Facebook has a lot of things going on that we don't know about. It's not that facebook is actually trying to hide this stuff, it's just that it's not right out in the open, and, well, no one ever really looks. Of course, we all agree to it by being on facebook to begin with, so it's not like you have any right or grounds on which to complain. If you don't like it, don't be on facebook.
But I digress as all of that is really beside the point. Or behind it. Or something. I only bring it up because what I'm about to talk about came out of one of those "hidden" facebook things.
Unsurprisingly, facebook labels you in different ways based on the kinds of things on which you click through and all sorts of ways. A lot of it has to do with advertising so that their advertisers can target you so that they're sending ads to people who might actually be interested in them rather than just whatever to whomever and hoping something sticks. One of the labels they attach to you has to do with how you lean politically.
Yeah, I checked my label.
It said "machine wash, hot."
Oh, wait! Wrong label.
Oh, yeah, I know what a lot of you out there are thinking: "We don't need you to tell us your label. We all know you're one of those crazy, hippy liberals." Well, as it turns out, not quite. See, there are three categories: liberal, conservative, and moderate. Makes sense, right? And I fully expected to get pegged in the "liberal" category. But, no, my label... You want to know my label? "Very liberal." Not just liberal but "very liberal."
It's funny, because I don't feel "liberal." What I feel like is someone who believes that all people; independent of their race, sex, sexuality, financial status, whatever; ought to get a fair shake. What I wonder is this: Since when did that idea become "liberal"? Because I have a hard time with the idea of people being treated fairly and equally being a liberal idea. Not today. Today, that ought to be the norm.
Because we use the Declaration of Independence as one of our founding documents, I'd like to point out a few things. All men (mankind) are created equal, not just white men and not just rich men and not just rich, white men.
All men have the right to life, which does not include being shot dead by people working for the government, especially not for walking down the street or driving your car.
All men have the right to liberty. I'm going to say that as freedom. People have the right to choose how they want to live. As long as you're not hurting some other person, you should get to live the way you want to. And, honestly, I don't understand why this is even a thing. What you do in your own house is your own business (as long as it isn't beating your kids or your spouse). Or it ought to be. I don't want you coming in my house telling me how to live, so I shouldn't be going into your house telling you how to live. That's a metaphoric "I," people.
All men have the right to pursue happiness. Again, as long as it doesn't mean harming someone else or denying someone else their right of life or liberty. You get to decide what makes you happy and pursue that thing and, just because that is not a thing that makes me happy, it doesn't make it okay for me to tell you that it shouldn't make you happy.
These do not seem like "liberal" ideas to me. They seem like fairly decent human ideas. But let's take it back some more. Now, if you are a Bible believer, you have to get the whole part where God created man to be free. See, the angels were not free, and God wanted some piece of creation that would have freedom of choice. The freedom to live as that piece of creation would choose to live. So it seems to me that the people who should be most invested in protecting the right of choice for individuals would be Christians. Or "Christians," if we're speaking politically.
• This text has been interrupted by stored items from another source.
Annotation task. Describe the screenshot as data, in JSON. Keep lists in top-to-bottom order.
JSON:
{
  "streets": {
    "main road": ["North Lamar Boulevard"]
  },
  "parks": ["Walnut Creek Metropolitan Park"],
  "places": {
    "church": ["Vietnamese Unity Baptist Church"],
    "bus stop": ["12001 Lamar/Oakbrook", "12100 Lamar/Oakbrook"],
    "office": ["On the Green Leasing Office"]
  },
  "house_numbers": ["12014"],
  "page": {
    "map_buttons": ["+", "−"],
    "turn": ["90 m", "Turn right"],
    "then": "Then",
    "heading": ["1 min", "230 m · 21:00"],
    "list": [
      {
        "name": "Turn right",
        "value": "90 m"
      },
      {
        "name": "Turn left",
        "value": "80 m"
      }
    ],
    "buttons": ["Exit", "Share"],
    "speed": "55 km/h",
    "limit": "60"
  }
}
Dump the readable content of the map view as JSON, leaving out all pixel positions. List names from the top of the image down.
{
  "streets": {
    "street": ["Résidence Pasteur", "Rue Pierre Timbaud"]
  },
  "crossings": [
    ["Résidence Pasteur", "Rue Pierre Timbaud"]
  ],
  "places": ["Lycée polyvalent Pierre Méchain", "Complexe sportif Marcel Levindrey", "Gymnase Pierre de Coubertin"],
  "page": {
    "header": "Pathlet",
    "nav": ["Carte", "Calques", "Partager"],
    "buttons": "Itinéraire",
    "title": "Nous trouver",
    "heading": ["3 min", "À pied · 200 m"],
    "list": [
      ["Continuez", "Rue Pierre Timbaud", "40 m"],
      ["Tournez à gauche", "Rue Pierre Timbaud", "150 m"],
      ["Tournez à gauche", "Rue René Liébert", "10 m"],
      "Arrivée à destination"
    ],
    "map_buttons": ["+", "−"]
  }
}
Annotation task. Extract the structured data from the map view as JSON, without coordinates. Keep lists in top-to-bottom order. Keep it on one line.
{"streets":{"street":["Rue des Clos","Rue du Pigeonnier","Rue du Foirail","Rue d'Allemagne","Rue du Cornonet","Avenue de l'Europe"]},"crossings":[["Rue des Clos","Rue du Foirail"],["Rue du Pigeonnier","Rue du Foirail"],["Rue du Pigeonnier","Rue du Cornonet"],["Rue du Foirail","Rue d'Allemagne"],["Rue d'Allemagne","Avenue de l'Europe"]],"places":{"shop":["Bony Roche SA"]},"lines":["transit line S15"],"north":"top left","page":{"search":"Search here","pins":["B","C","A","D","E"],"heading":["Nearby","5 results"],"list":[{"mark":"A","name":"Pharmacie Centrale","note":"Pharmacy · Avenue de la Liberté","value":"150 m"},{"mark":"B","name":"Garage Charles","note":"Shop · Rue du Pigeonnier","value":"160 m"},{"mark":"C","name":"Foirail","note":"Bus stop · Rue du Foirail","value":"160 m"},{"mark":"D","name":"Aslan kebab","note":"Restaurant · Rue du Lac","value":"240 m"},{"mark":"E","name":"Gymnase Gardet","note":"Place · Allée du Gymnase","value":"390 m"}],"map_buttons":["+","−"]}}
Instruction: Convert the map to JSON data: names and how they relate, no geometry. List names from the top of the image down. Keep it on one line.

Not to mention that it should be Christians most in support of social programs that help the poor. Seriously, what do they think it means when Jesus said, "Feed my sheep"? But that's really a different topic.
The point is that I don't feel liberal, certainly not "very liberal." Which is not to say that I feel conservative, because I don't feel that, either (although I think I did actually feel conservative when I was young and growing up in the South). I don't think of myself in those kinds of terms.
As I said, I do think of myself as someone who believes that people deserve and should receive equality. Equal opportunity. Equal pay for equal work. An equal chance at life, liberty and the pursuit of happiness. My wife frequently says I'm the best feminist she knows, but I don't think of myself that way, either. I'll say equalist. I believe in equalism.
And, again, as the title says, since when did that idea become liberal?